- [Task statement]: Whether an entry is long or short, retype it exactly.
- - -
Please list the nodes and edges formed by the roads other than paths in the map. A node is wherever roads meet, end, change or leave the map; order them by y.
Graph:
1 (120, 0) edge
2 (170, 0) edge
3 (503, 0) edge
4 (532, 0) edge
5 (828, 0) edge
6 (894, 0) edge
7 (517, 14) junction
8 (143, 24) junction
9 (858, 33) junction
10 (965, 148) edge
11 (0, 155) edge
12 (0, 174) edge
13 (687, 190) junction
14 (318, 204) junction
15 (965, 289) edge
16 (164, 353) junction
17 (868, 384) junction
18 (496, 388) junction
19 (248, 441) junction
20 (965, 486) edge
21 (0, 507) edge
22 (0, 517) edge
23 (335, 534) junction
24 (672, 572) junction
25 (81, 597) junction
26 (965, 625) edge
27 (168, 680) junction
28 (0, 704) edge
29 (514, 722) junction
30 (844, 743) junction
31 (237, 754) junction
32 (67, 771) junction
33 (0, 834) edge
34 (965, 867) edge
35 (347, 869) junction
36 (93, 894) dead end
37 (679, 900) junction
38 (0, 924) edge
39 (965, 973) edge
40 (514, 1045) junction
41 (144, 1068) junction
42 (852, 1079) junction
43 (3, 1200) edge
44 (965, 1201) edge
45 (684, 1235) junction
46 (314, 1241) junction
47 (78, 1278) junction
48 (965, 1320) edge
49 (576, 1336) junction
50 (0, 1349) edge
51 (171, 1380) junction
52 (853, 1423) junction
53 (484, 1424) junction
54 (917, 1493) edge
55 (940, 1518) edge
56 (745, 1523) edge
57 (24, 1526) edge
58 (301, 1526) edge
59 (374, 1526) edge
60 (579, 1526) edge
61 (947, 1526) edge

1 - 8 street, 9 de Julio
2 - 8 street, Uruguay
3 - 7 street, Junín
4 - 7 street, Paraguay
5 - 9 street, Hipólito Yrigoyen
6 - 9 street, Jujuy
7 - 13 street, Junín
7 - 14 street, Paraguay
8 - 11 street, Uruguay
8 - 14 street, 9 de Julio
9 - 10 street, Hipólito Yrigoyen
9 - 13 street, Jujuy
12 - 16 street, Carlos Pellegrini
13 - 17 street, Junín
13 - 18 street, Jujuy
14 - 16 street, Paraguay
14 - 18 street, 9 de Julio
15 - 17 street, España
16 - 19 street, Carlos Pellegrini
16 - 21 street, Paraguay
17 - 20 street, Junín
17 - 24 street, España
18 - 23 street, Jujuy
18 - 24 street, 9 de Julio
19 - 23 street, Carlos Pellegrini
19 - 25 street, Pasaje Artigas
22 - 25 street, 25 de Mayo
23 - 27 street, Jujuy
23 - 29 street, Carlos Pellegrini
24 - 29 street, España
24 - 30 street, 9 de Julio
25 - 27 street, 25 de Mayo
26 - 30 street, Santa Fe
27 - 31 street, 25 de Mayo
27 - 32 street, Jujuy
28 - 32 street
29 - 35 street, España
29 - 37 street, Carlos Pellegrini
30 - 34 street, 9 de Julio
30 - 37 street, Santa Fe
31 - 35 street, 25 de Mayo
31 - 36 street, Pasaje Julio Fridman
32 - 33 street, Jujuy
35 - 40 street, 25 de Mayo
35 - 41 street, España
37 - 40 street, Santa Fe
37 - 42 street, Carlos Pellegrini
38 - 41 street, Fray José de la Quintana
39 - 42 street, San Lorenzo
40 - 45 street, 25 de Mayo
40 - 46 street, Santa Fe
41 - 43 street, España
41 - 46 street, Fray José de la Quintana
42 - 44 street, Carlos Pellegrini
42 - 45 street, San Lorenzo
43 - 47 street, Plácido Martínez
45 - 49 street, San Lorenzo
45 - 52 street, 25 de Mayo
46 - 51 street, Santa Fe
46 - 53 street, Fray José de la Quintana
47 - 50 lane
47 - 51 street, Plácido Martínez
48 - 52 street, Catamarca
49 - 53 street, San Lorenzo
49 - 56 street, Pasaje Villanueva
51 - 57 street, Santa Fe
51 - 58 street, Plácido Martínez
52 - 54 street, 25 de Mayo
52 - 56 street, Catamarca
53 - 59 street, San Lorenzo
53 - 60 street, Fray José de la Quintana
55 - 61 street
- - -
- [Task solution]:
Please list the nodes and edges formed by the roads other than paths in the map. A node is wherever roads meet, end, change or leave the map; order them by y.
Graph:
1 (120, 0) edge
2 (170, 0) edge
3 (503, 0) edge
4 (532, 0) edge
5 (828, 0) edge
6 (894, 0) edge
7 (517, 14) junction
8 (143, 24) junction
9 (858, 33) junction
10 (965, 148) edge
11 (0, 155) edge
12 (0, 174) edge
13 (687, 190) junction
14 (318, 204) junction
15 (965, 289) edge
16 (164, 353) junction
17 (868, 384) junction
18 (496, 388) junction
19 (248, 441) junction
20 (965, 486) edge
21 (0, 507) edge
22 (0, 517) edge
23 (335, 534) junction
24 (672, 572) junction
25 (81, 597) junction
26 (965, 625) edge
27 (168, 680) junction
28 (0, 704) edge
29 (514, 722) junction
30 (844, 743) junction
31 (237, 754) junction
32 (67, 771) junction
33 (0, 834) edge
34 (965, 867) edge
35 (347, 869) junction
36 (93, 894) dead end
37 (679, 900) junction
38 (0, 924) edge
39 (965, 973) edge
40 (514, 1045) junction
41 (144, 1068) junction
42 (852, 1079) junction
43 (3, 1200) edge
44 (965, 1201) edge
45 (684, 1235) junction
46 (314, 1241) junction
47 (78, 1278) junction
48 (965, 1320) edge
49 (576, 1336) junction
50 (0, 1349) edge
51 (171, 1380) junction
52 (853, 1423) junction
53 (484, 1424) junction
54 (917, 1493) edge
55 (940, 1518) edge
56 (745, 1523) edge
57 (24, 1526) edge
58 (301, 1526) edge
59 (374, 1526) edge
60 (579, 1526) edge
61 (947, 1526) edge

1 - 8 street, 9 de Julio
2 - 8 street, Uruguay
3 - 7 street, Junín
4 - 7 street, Paraguay
5 - 9 street, Hipólito Yrigoyen
6 - 9 street, Jujuy
7 - 13 street, Junín
7 - 14 street, Paraguay
8 - 11 street, Uruguay
8 - 14 street, 9 de Julio
9 - 10 street, Hipólito Yrigoyen
9 - 13 street, Jujuy
12 - 16 street, Carlos Pellegrini
13 - 17 street, Junín
13 - 18 street, Jujuy
14 - 16 street, Paraguay
14 - 18 street, 9 de Julio
15 - 17 street, España
16 - 19 street, Carlos Pellegrini
16 - 21 street, Paraguay
17 - 20 street, Junín
17 - 24 street, España
18 - 23 street, Jujuy
18 - 24 street, 9 de Julio
19 - 23 street, Carlos Pellegrini
19 - 25 street, Pasaje Artigas
22 - 25 street, 25 de Mayo
23 - 27 street, Jujuy
23 - 29 street, Carlos Pellegrini
24 - 29 street, España
24 - 30 street, 9 de Julio
25 - 27 street, 25 de Mayo
26 - 30 street, Santa Fe
27 - 31 street, 25 de Mayo
27 - 32 street, Jujuy
28 - 32 street
29 - 35 street, España
29 - 37 street, Carlos Pellegrini
30 - 34 street, 9 de Julio
30 - 37 street, Santa Fe
31 - 35 street, 25 de Mayo
31 - 36 street, Pasaje Julio Fridman
32 - 33 street, Jujuy
35 - 40 street, 25 de Mayo
35 - 41 street, España
37 - 40 street, Santa Fe
37 - 42 street, Carlos Pellegrini
38 - 41 street, Fray José de la Quintana
39 - 42 street, San Lorenzo
40 - 45 street, 25 de Mayo
40 - 46 street, Santa Fe
41 - 43 street, España
41 - 46 street, Fray José de la Quintana
42 - 44 street, Carlos Pellegrini
42 - 45 street, San Lorenzo
43 - 47 street, Plácido Martínez
45 - 49 street, San Lorenzo
45 - 52 street, 25 de Mayo
46 - 51 street, Santa Fe
46 - 53 street, Fray José de la Quintana
47 - 50 lane
47 - 51 street, Plácido Martínez
48 - 52 street, Catamarca
49 - 53 street, San Lorenzo
49 - 56 street, Pasaje Villanueva
51 - 57 street, Santa Fe
51 - 58 street, Plácido Martínez
52 - 54 street, 25 de Mayo
52 - 56 street, Catamarca
53 - 59 street, San Lorenzo
53 - 60 street, Fray José de la Quintana
55 - 61 street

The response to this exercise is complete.